Feds Allege Rampant Lab Test Fraud In Texas
A rural hospital in Texas was the vehicle for a broad and deep lab testing fraud scheme, the Department of Justice Says. Meanwhile in cybercrime, the FBI reportedly blocked an attack on a children's hospital.
Stat:
DOJ Says Sweeping Lab Test Fraud In Texas Involved Dozens Of Doctors
A Justice Department lawsuit describes a sweeping fraud scheme in which dozens of Texas providers and front companies funneled millions in lab test bills through a small rural hospital that eventually shuttered in 2018. At the heart of the scandal is Little River Healthcare, a bankrupt health care management company that took over the operations of a critical access hospital in Rockdale, Texas in 2014 and allegedly used the hospital’s favorable government reimbursement rates to broker deals with unscrupulous partners and rake in millions in profit. (Bannow, 6/1)
In news about cybercrime —
AP:
Wray: FBI Blocked Planned Cyberattack On Children's Hospital
The FBI thwarted a planned cyberattack on a children’s hospital in Boston that was to have been carried out by hackers sponsored by the Iranian government, FBI Director Christopher Wray said Wednesday. Wray told a Boston College cybersecurity conference that his agents learned of the planned digital attack from an unspecified intelligence partner and got Boston Children’s Hospital the information it needed last summer to block what would have been “one of the most despicable cyberattacks I’ve seen.” (Tucker and Suderman, 6/1)
Modern Healthcare:
Ransomware Spurs Weeks, Months Of IT Downtime
Hospitals have been hit by massive ransomware attacks in recent years, curtailing access to patient data systems and forcing staff onto so-called "downtime procedures." But many hospitals haven't adequately planned for system downtime, using incident response plans created for other disasters that don't capture the scope of ransomware, experts say. Ransomware encrypts a victim's computer files and only releases them in exchange for payment. At hospitals, that can mean information-technology systems like electronic health records, scheduling and even phone systems become unavailable. Doctors, nurses and other clinical staff have to move to paper charts, and may be out of practice or haven't been trained on that process. (Kim Cohen, 6/1)

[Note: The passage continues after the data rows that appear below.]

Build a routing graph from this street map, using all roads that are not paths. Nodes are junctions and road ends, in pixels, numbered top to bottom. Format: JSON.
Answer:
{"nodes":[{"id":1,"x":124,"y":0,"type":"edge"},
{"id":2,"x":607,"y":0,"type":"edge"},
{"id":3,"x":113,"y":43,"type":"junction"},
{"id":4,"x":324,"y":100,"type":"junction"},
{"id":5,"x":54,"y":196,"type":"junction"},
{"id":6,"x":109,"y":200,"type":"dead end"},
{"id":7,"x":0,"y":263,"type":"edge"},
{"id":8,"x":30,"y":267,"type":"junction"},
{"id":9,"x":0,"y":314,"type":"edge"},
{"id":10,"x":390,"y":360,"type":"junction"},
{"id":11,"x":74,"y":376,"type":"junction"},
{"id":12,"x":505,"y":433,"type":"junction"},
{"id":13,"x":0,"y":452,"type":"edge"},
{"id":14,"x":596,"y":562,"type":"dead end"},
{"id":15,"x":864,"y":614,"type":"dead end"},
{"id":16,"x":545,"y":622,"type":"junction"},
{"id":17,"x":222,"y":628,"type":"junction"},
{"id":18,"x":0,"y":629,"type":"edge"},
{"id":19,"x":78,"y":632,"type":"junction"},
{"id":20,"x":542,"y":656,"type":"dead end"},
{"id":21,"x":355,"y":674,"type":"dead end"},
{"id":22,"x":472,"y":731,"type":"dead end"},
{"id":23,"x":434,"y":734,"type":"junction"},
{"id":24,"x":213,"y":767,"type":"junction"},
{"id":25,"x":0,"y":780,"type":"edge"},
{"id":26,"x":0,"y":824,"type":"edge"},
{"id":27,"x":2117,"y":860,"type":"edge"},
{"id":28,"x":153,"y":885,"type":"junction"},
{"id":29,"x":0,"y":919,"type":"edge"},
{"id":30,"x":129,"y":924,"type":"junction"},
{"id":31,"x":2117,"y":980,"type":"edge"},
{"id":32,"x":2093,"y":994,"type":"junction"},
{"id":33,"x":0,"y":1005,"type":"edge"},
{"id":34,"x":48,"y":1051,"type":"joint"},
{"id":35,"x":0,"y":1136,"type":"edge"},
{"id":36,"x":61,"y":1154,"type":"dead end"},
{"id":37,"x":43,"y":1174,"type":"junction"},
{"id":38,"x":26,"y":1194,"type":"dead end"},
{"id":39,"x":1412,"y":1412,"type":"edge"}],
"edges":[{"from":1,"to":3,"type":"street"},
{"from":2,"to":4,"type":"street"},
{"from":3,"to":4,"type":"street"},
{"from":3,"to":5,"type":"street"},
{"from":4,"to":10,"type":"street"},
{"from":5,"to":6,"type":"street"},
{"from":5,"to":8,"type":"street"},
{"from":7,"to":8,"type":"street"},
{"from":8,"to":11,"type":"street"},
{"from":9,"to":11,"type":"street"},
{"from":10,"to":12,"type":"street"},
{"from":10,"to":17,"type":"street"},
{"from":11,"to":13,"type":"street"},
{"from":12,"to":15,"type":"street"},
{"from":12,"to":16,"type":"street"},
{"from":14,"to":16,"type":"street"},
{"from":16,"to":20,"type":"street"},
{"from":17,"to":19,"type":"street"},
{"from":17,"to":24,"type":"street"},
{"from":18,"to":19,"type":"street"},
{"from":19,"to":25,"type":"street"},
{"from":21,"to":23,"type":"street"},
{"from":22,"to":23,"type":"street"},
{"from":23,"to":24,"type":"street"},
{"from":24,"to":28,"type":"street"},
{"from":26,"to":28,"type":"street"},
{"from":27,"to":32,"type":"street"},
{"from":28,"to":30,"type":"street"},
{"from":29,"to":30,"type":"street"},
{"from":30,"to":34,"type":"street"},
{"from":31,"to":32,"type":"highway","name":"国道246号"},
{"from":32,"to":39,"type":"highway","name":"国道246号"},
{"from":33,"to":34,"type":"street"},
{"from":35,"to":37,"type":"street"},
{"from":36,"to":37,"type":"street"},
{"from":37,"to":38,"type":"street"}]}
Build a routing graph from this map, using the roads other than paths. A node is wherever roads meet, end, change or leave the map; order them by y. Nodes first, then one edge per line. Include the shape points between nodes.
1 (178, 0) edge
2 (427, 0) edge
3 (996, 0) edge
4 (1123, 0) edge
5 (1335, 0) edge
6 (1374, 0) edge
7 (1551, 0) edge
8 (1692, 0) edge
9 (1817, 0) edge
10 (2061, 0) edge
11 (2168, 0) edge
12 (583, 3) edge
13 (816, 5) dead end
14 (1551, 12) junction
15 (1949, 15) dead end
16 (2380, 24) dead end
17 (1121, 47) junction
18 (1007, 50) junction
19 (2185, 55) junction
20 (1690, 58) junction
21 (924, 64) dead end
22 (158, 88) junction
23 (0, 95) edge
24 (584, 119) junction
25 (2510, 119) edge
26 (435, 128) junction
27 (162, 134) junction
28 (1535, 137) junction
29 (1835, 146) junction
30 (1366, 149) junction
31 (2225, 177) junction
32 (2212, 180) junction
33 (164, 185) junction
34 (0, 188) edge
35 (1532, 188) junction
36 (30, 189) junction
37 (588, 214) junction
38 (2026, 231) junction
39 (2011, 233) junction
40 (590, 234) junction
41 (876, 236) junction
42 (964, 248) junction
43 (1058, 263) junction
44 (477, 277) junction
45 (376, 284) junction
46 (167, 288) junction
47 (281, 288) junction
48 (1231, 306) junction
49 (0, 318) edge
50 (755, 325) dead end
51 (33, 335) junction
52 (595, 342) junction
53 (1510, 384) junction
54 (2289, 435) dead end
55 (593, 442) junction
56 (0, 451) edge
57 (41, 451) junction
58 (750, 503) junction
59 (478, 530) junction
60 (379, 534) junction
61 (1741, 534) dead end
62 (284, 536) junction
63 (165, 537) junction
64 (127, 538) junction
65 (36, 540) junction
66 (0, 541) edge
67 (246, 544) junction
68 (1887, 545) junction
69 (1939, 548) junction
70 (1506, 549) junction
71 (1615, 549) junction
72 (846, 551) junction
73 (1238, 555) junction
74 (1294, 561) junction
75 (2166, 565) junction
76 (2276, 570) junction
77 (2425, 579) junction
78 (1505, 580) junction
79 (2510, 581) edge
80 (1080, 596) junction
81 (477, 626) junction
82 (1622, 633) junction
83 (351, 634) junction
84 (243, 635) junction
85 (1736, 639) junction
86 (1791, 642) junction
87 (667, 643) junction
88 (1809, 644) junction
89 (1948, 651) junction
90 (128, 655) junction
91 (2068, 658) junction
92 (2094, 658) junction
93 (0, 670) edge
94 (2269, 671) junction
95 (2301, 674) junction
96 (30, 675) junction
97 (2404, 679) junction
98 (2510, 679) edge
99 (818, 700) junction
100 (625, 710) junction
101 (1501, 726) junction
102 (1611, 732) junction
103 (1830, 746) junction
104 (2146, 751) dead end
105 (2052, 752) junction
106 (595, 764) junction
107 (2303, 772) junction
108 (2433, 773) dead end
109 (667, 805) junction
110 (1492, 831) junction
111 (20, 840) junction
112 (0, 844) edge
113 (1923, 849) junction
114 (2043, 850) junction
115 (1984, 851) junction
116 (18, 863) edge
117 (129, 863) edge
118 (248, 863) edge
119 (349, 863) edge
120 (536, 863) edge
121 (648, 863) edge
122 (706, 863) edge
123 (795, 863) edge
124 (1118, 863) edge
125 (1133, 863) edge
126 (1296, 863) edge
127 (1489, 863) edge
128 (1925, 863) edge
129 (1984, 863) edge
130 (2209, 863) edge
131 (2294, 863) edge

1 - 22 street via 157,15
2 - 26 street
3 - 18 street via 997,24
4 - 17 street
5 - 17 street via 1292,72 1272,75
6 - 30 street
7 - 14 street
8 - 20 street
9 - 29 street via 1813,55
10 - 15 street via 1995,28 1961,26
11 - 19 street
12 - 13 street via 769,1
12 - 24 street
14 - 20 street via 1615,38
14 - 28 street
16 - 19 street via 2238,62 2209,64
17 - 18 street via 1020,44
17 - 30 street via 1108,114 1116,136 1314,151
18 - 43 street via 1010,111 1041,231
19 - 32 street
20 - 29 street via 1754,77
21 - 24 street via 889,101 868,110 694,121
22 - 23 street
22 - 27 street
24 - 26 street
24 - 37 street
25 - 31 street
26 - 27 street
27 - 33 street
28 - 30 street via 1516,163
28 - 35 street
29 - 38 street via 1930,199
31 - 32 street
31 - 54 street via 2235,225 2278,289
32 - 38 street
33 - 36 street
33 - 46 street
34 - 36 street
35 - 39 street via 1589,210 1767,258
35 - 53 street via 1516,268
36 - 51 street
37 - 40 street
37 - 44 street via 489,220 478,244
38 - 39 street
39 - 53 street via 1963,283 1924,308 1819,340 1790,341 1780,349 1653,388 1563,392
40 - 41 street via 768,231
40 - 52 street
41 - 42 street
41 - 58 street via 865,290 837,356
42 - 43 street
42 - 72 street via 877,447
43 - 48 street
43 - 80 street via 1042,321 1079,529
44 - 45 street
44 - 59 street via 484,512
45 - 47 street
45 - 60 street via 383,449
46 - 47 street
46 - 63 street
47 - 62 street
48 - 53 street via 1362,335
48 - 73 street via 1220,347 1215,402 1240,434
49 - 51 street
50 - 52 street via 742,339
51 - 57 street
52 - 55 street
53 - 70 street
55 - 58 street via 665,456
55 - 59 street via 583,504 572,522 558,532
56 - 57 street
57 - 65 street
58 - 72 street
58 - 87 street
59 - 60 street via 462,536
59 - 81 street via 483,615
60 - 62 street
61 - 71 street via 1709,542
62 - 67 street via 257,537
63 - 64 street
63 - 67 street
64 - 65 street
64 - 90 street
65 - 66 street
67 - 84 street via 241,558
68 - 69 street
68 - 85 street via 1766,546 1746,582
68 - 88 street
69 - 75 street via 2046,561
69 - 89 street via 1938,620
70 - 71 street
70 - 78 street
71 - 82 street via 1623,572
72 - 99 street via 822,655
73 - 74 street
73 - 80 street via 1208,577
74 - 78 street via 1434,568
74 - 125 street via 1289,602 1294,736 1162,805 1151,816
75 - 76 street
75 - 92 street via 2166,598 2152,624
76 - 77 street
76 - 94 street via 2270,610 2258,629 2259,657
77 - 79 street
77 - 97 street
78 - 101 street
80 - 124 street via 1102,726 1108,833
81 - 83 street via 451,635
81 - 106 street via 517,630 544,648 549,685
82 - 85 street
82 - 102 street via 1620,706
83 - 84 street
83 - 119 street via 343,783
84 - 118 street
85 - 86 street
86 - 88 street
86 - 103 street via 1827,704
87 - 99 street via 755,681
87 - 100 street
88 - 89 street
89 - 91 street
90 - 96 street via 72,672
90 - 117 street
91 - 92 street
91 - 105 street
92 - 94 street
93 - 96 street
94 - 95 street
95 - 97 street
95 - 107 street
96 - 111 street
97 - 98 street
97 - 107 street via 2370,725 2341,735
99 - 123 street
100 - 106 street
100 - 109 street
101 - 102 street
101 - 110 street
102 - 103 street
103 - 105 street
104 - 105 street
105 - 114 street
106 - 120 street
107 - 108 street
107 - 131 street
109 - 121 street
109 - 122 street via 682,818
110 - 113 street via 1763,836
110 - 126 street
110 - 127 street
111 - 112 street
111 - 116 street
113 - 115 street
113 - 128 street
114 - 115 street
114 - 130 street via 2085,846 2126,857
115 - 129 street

On the health care staffing crisis —
Modern Healthcare:
Understaffing Associated With Higher Sepsis Mortality Rates, Study Finds
Hospitals with fewer nurses on staff saw a greater likelihood of elderly patients dying due to sepsis, according to a new study that shined a light on how understaffing affects care quality. About 26% of Medicare patients with sepsis die within 60 days of admission. Each additional hour of care that nurses provide to sepsis patients is linked to a 3% decrease in mortality within 60 days of admission, the study published in JAMA Network Open on May 27 found. (Devereaux, 6/1)
St. Louis Public Radio:
St. Louis Hospitals See An Increase In Nurse Vacancies
The percentage of nursing positions that are vacant at St. Louis-area hospitals has risen sharply since the start of the coronavirus pandemic and presents significant concerns for staff and patient care, according to the Missouri Hospital Association. The association gathered data from 33 hospitals in the St. Louis area and the Metro East in 2021, and from 35 hospitals the year before. It found vacancies for registered nurses in the metro area increased from 11.2% in 2020 to 20.3% in 2021, when hospitals ended the year with 3,681 registered nurse vacancies. Hospitals also saw increased turnover. (Davis, 6/2)
Modern Healthcare:
1,300 California Doctors Authorize Union To Call A Strike
Members of a union representing 1,300 resident physicians and fellows at three Los Angeles County hospitals have voted to authorize a strike," the labor organization announced Tuesday. Doctors at Los Angeles County+University of Southern California Medical Center in Los Angeles, Harbor-University of California, Los Angeles Medical Center in West Carson and Martin Luther King, Jr. Outpatient Center in Los Angeles voted 99% in favor of allowing their bargaining committee to call a strike over what they deem to be unfair labor practices. Voting took place between May 16 and May 30. (Christ, 6/1)
Axios:
Health Care Workers Organize, Unionize
Health care workers nationwide are organizing and pushing for workplace changes like better pay or more favorable staffing ratios after waves of pandemic-fueled burnout and frustration. COVID-19 and its aftereffects triggered an exodus of health care workers. Those who stayed are demanding more from health systems that claim to be reaching their own breaking points. (Dreher, 6/2)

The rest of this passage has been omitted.